人行道上梧桐树下,一个女人与一坐在轮椅上的男人相携向前,昏黄的灯光穿透过树荫,照射在两人身上,留下了两道影子。
“我饿了。”走着走着,顾夜白突然握住了身旁女人的手,可怜巴巴的说。
看破不点破,叶澜知道他是为了自己,出了餐厅后两人漫无目的随心所欲的走了近一个小时了,刚才叶澜自己都听见了她肚子的叫嚣和咆哮。
“我们现在就去找吃的,小白你想吃什么?”
“我想吃的东西多得去了。”顾夜白抬起头意味深长目光停在叶澜脸上。
他深邃黝黑的眸子里,似有一丝火苗在跳动,有些窒人,然而现在的叶澜可不怕他,低头扫了扫他的腿,幽幽地叹了声气,似在惋惜。
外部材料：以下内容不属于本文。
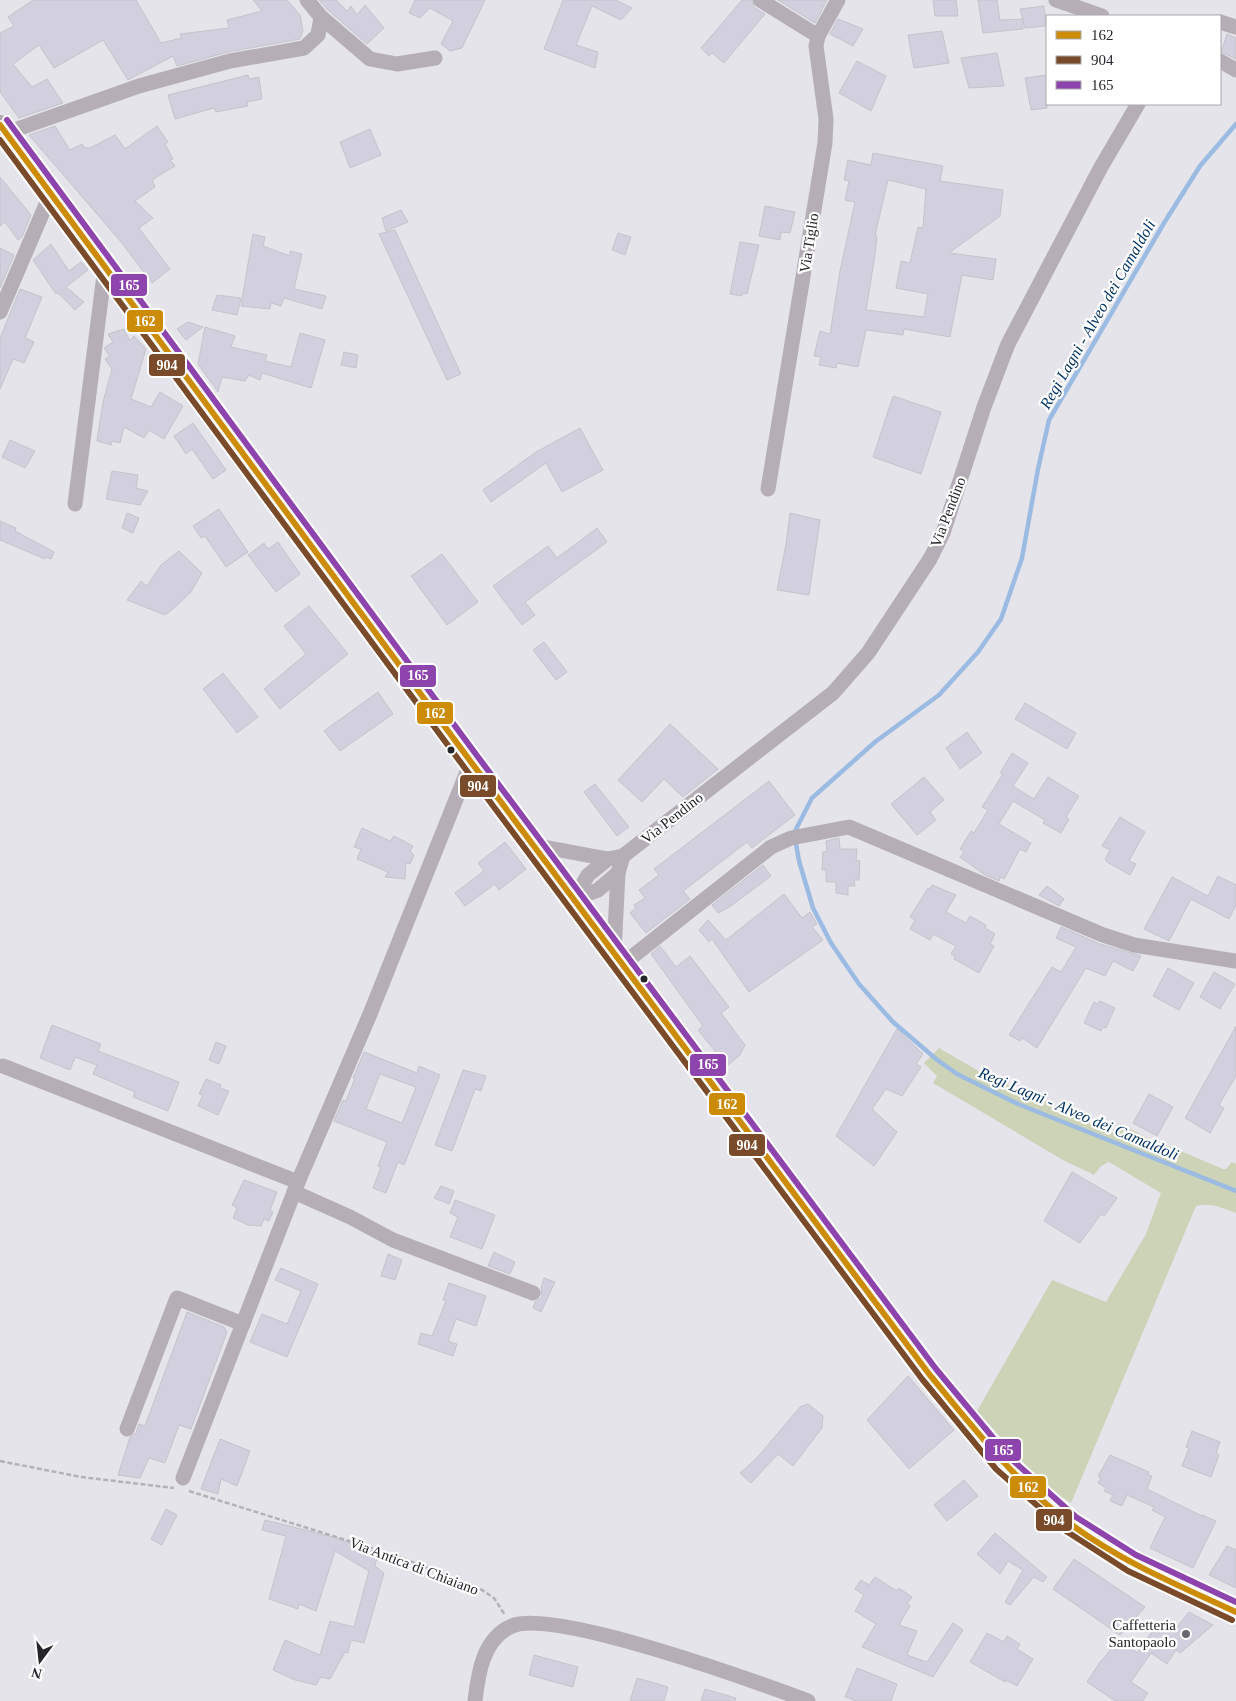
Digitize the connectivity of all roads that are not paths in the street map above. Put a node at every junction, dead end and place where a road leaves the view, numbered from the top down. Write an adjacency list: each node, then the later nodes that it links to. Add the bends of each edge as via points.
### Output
1 (307, 0): 6 (street)
2 (760, 0): 9 (street)
3 (838, 0): 9 (street, Via Tiglio)
4 (1056, 0): 5 (street)
5 (1099, 15)
6 (321, 18): 10 (street, via 370,59 396,64); 14 (street, via 318,35 304,48 230,61 139,86)
7 (1221, 22): 8 (street)
8 (1236, 27)
9 (818, 36): 18 (street, Via Tiglio, via 816,46 826,119 825,143)
10 (435, 58)
11 (1221, 62): 12 (street)
12 (1236, 70)
13 (1137, 105): 22 (street, Via Pendino, via 1008,344 943,533 930,559 868,653 833,692)
14 (2, 131): 15 (main road)
15 (51, 193): 16 (main road); 17 (street)
16 (105, 267): 19 (street); 20 (main road)
17 (0, 312)
18 (768, 489)
19 (75, 504)
20 (471, 762): 21 (main road); 29 (street, via 370,1014)
21 (533, 845): 23 (street, Via Pendino); 25 (main road)
22 (624, 856): 23 (street, Via Pendino); 24 (street)
23 (608, 859): 25 (street, Via Pendino, via 588,875)
24 (618, 873): 25 (street, via 598,890); 26 (street)
25 (574, 899): 26 (main road)
26 (618, 958): 27 (street, via 771,847 796,837 849,827 1103,935 1134,945); 34 (main road, via 929,1374 1003,1463 1071,1524 1103,1546)
27 (1236, 961)
28 (3, 1066): 29 (street)
29 (296, 1187): 30 (street, via 400,1244); 31 (street)
30 (533, 1293)
31 (243, 1324): 32 (street, via 176,1298); 33 (street)
32 (127, 1429)
33 (183, 1478)
34 (1236, 1612)
35 (475, 1701): 36 (street, via 487,1650 510,1626 528,1622 550,1623 626,1642 728,1672)
36 (808, 1701)

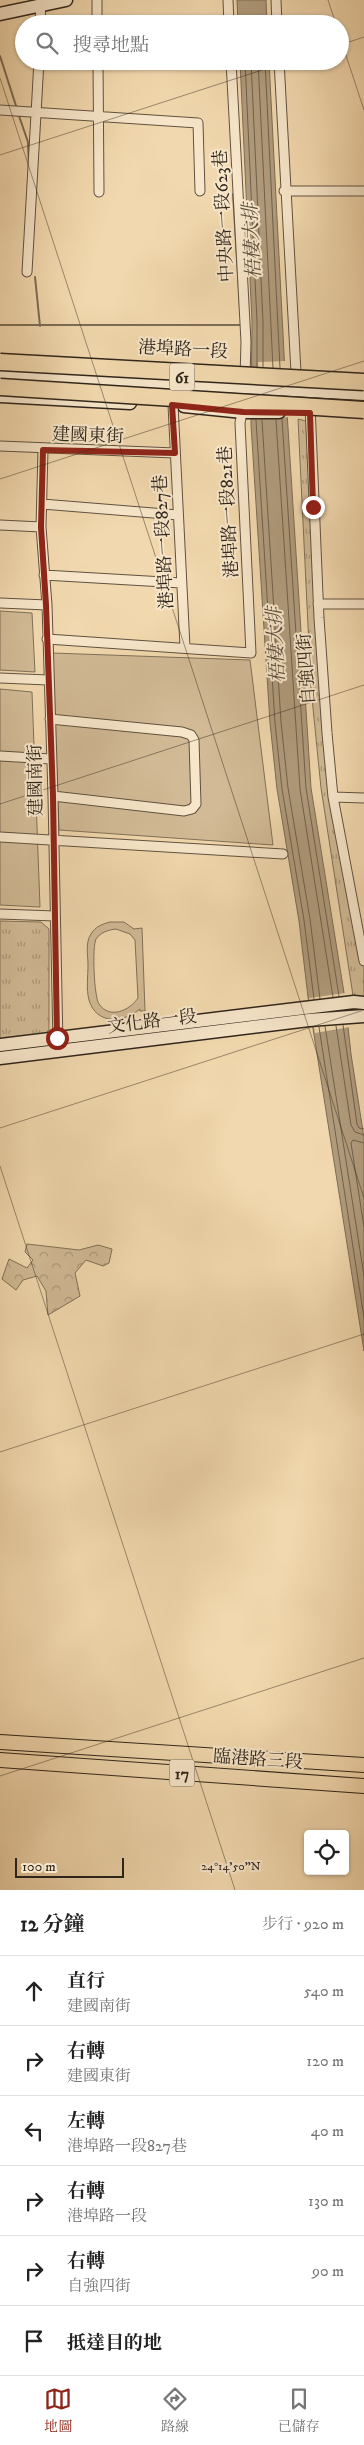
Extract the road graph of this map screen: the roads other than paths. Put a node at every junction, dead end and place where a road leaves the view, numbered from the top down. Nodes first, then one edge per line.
1 (66, 0) edge
2 (97, 0) edge
3 (228, 0) edge
4 (276, 0) edge
5 (41, 2) edge
6 (0, 14) edge
7 (40, 15) edge
8 (97, 15) edge
9 (229, 15) edge
10 (277, 15) edge
11 (39, 70) edge
12 (98, 70) edge
13 (231, 70) edge
14 (279, 70) edge
15 (0, 110) edge
16 (37, 113) junction
17 (99, 116) junction
18 (200, 191) dead end
19 (364, 191) edge
20 (99, 192) dead end
21 (284, 192) junction
22 (27, 272) dead end
23 (0, 356) edge
24 (0, 362) edge
25 (0, 368) edge
26 (246, 369) junction
27 (296, 372) junction
28 (310, 372) junction
29 (0, 374) edge
30 (364, 378) edge
31 (0, 381) edge
32 (364, 382) edge
33 (0, 387) edge
34 (364, 387) edge
35 (244, 388) junction
36 (310, 391) junction
37 (364, 394) edge
38 (0, 396) edge
39 (364, 402) edge
40 (172, 405) junction
41 (364, 410) edge
42 (243, 412) junction
43 (310, 413) junction
44 (364, 416) edge
45 (0, 446) edge
46 (43, 450) junction
47 (175, 453) junction
48 (42, 504) junction
49 (178, 515) junction
50 (0, 525) edge
51 (41, 527) junction
52 (44, 574) junction
53 (181, 583) junction
54 (0, 603) edge
55 (318, 604) junction
56 (364, 604) edge
57 (46, 605) junction
58 (48, 639) junction
59 (185, 647) junction
60 (0, 678) edge
61 (48, 680) junction
62 (50, 720) junction
63 (0, 756) edge
64 (51, 759) junction
65 (53, 796) junction
66 (333, 797) junction
67 (364, 798) edge
68 (0, 837) edge
69 (52, 839) junction
70 (283, 854) dead end
71 (0, 914) edge
72 (55, 916) junction
73 (364, 961) edge
74 (359, 1003) edge
75 (307, 1014) junction
76 (359, 1016) edge
77 (58, 1044) junction
78 (0, 1045) edge
79 (0, 1058) edge
80 (0, 1742) edge
81 (0, 1760) edge
82 (364, 1765) edge
83 (364, 1786) edge

1 - 5 street
2 - 8 street
3 - 9 street
4 - 10 street
5 - 6 street
5 - 7 street
11 - 16 street
12 - 17 street
13 - 26 street, 中央路一段623巷
14 - 21 street
15 - 16 street
16 - 17 street
16 - 22 street
17 - 18 street
17 - 20 street
19 - 21 street
21 - 27 street
23 - 26 street, 港埠路一段
24 - 32 highway, bridge
25 - 34 highway, 61
26 - 27 street, 港埠路一段
26 - 35 street, 港埠路一段821巷
27 - 28 street, 港埠路一段
28 - 30 street, 港埠路一段
28 - 36 street, 自強四街
29 - 35 street, 港埠路一段
31 - 39 highway, 61
33 - 41 highway, bridge
35 - 36 street, 港埠路一段
35 - 42 street, 港埠路一段821巷
36 - 37 street, 港埠路一段
36 - 43 street, 自強四街
38 - 40 street
40 - 42 street
40 - 47 street, 港埠路一段827巷
42 - 43 street
42 - 59 street, 港埠路一段821巷
43 - 44 street
43 - 55 street, 自強四街
45 - 46 street, 建國東街
46 - 47 street, 建國東街
46 - 48 street, 建國南街
47 - 49 street, 港埠路一段827巷
48 - 49 street
48 - 51 street, 建國南街
49 - 53 street, 港埠路一段827巷
50 - 51 street
51 - 52 street, 建國南街
52 - 53 street
52 - 57 street, 建國南街
53 - 59 street, 港埠路一段827巷
54 - 57 street
55 - 56 street
55 - 66 street, 自強四街
57 - 58 street, 建國南街
58 - 59 street
58 - 61 street, 建國南街
60 - 61 street
61 - 62 street, 建國南街
62 - 64 street, 建國南街
62 - 65 street
63 - 64 street
64 - 65 street, 建國南街
65 - 69 street, 建國南街
66 - 67 street
66 - 73 street, 自強四街
68 - 69 street
69 - 70 street
69 - 72 street, 建國南街
71 - 72 street
72 - 77 street, 建國南街
74 - 75 street
75 - 76 street
75 - 77 street, 文化路一段
77 - 78 street, 文化路一段
77 - 79 street, 文化路一段
80 - 82 main road, 臨港路三段 / 17
81 - 83 main road, 臨港路三段 / 17

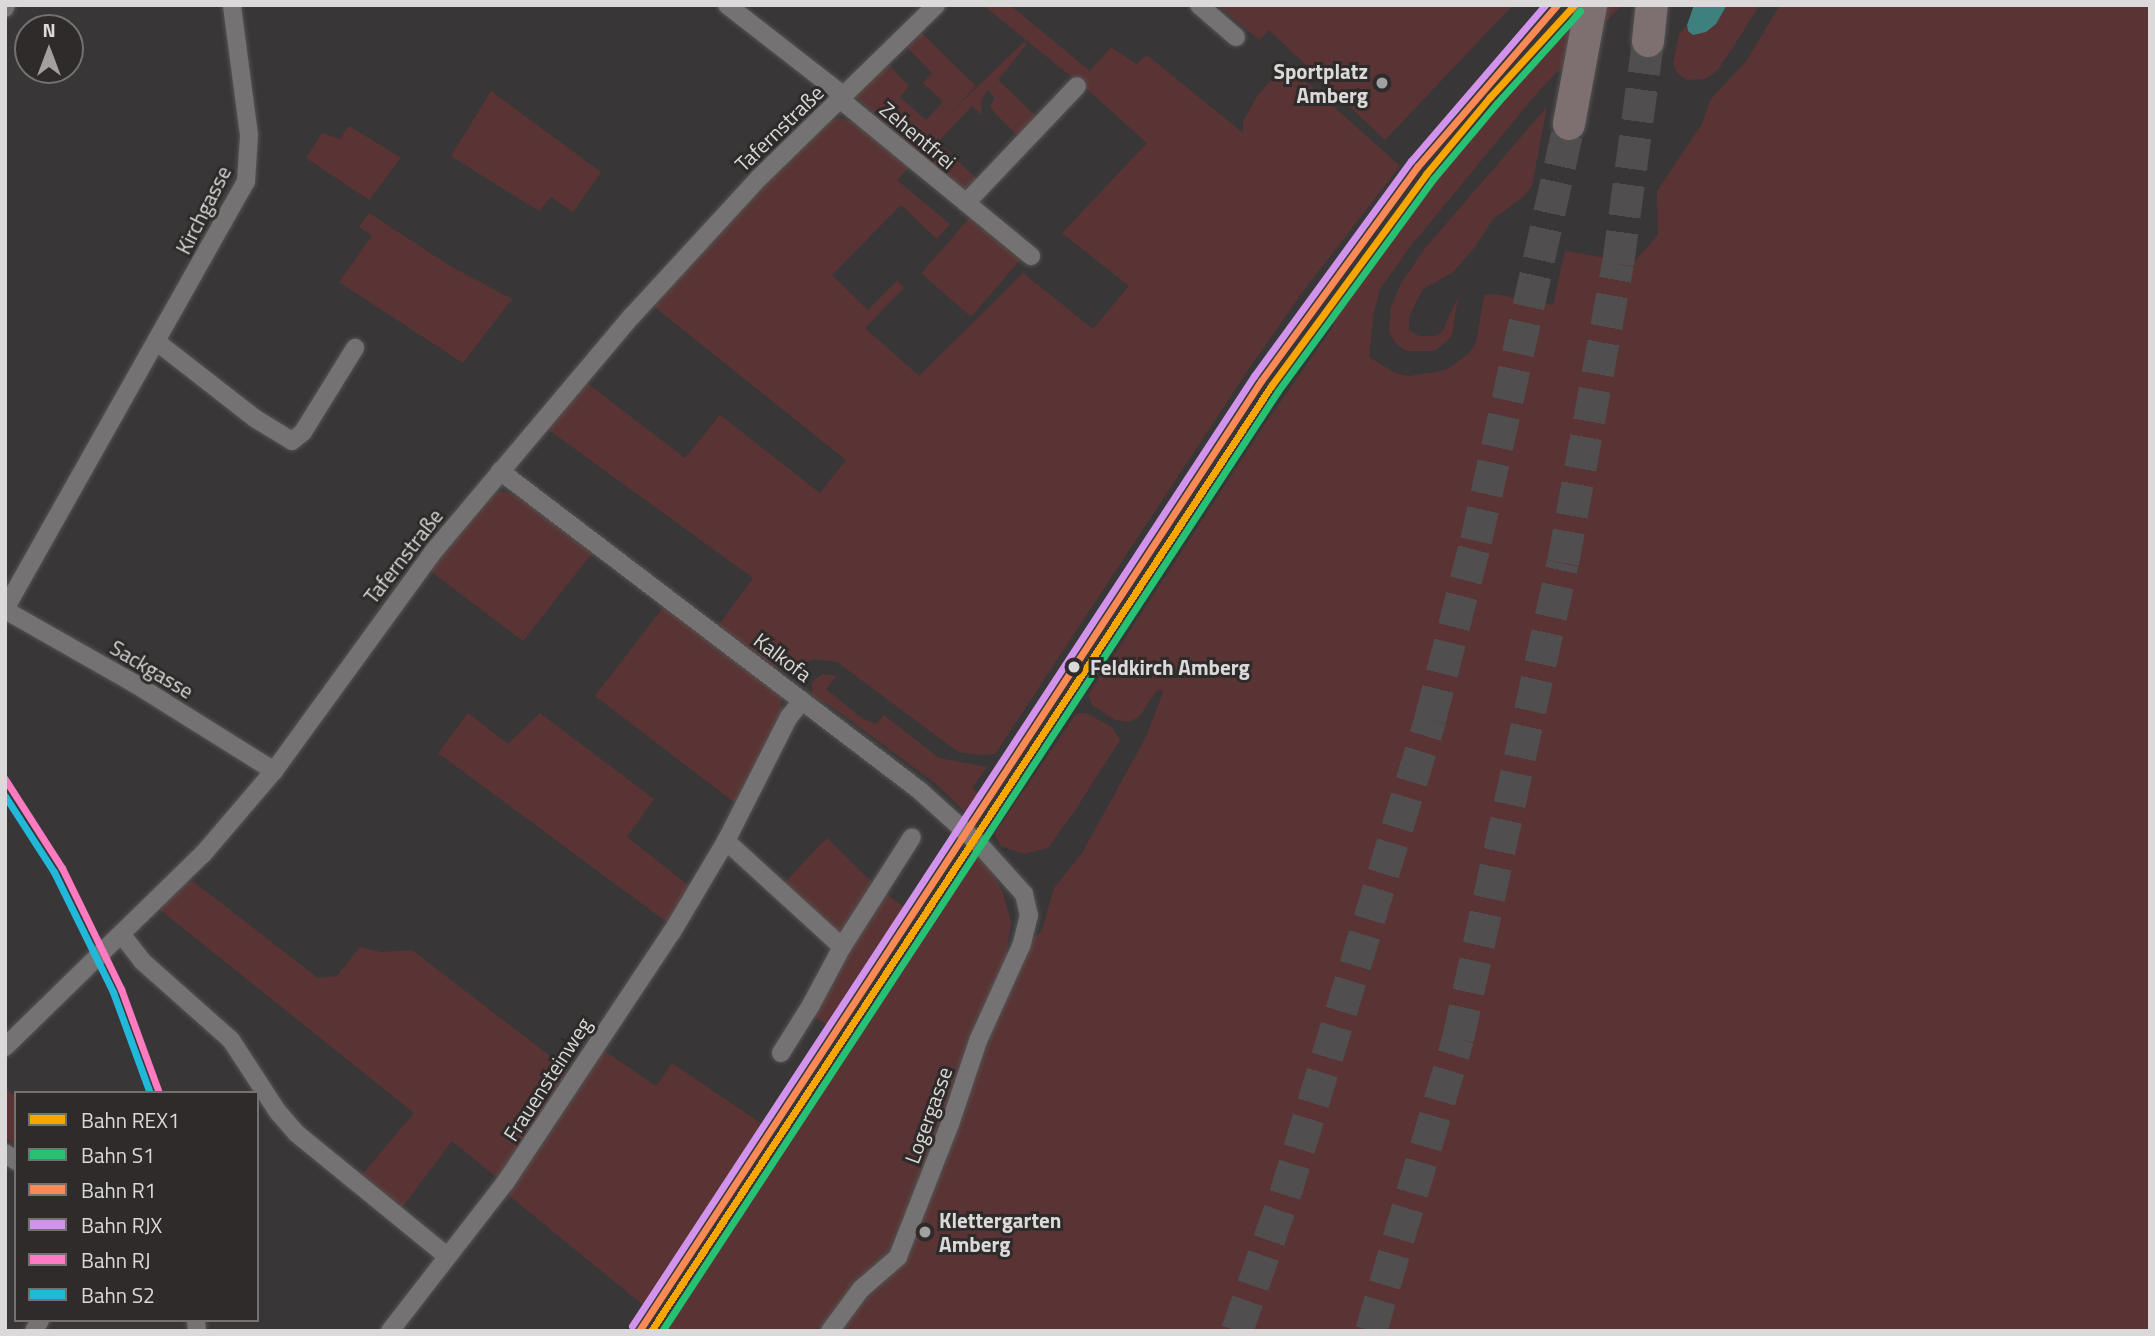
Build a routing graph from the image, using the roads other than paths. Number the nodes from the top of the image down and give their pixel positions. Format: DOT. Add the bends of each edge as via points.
graph roads {
  1 [pos="232,5"];
  2 [pos="727,5"];
  3 [pos="936,5"];
  4 [pos="1199,5"];
  5 [pos="1591,5"];
  6 [pos="1652,5"];
  7 [pos="1236,37"];
  8 [pos="1648,41"];
  9 [pos="1077,86"];
  10 [pos="842,98"];
  11 [pos="1569,124"];
  12 [pos="966,203"];
  13 [pos="1031,256"];
  14 [pos="157,342"];
  15 [pos="355,348"];
  16 [pos="500,471"];
  17 [pos="5,609"];
  18 [pos="802,701"];
  19 [pos="274,771"];
  20 [pos="912,837"];
  21 [pos="726,841"];
  22 [pos="1024,894"];
  23 [pos="122,935"];
  24 [pos="842,947"];
  25 [pos="5,1047"];
  26 [pos="780,1053"];
  27 [pos="447,1255"];
  28 [pos="390,1331"];
  29 [pos="830,1331"];
  1 -- 14 [label="street, Kirchgasse" via="249,135 249,169 231,212"];
  2 -- 10 [label="street, Tafernstraße"];
  3 -- 10 [label="street, Tafernstraße"];
  4 -- 7 [label="street"];
  5 -- 11 [label="highway"];
  6 -- 8 [label="highway"];
  9 -- 12 [label="street"];
  10 -- 12 [label="street, Zehentfrei"];
  10 -- 16 [label="street, Tafernstraße" via="760,177 632,316"];
  12 -- 13 [label="street, Zehentfrei"];
  14 -- 15 [label="street" via="256,419 292,441 303,432"];
  14 -- 17 [label="street, Kirchgasse"];
  16 -- 18 [label="street, Kalkofa"];
  16 -- 19 [label="street, Tafernstraße" via="433,552"];
  17 -- 19 [label="street, Sackgasse"];
  18 -- 21 [label="street, Frauensteinweg" via="789,717"];
  18 -- 22 [label="street, Kalkofa" via="919,790 980,845"];
  19 -- 23 [label="street, Tafernstraße" via="203,854"];
  20 -- 24 [label="street"];
  21 -- 24 [label="street"];
  21 -- 27 [label="street, Frauensteinweg" via="524,1156"];
  22 -- 29 [label="street, Logergasse" via="1029,915 1021,946 978,1041 898,1257 861,1289"];
  23 -- 25 [label="street, Tafernstraße"];
  23 -- 27 [label="street" via="142,961 231,1040 296,1133"];
  24 -- 26 [label="street"];
  27 -- 28 [label="street, Frauensteinweg"];
}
调戏未成反添堵,顾夜白沉着脸,乌云密布,加快转动轮椅,走向前。
看着顾夜白狼狈逃去的可爱模样,身后的叶澜哑然失笑。
现在时间近晚上八点,街边小摊人山人海。
无奈,两人只好不在小吃街附近找吃食了。
“小白,那里怎么样?”叶澜指着马路对面街角的一家还算像摸像样的餐馆。
两人都饿了,有得吃就行了。
叶澜推着顾夜白过斑马线。
刚过了马路,蓦地响起了一声惊喜的呼喊。
“叶澜。”
听这声,叶澜便知道是谁,步伐加快,推着顾夜白往前。
然,那人更快,他挡在了两人面前。
“叶澜,好巧能在这里遇见你,我们真是有缘。”来人扬起粲然的笑容,如同春日里的阳光,温润和煦。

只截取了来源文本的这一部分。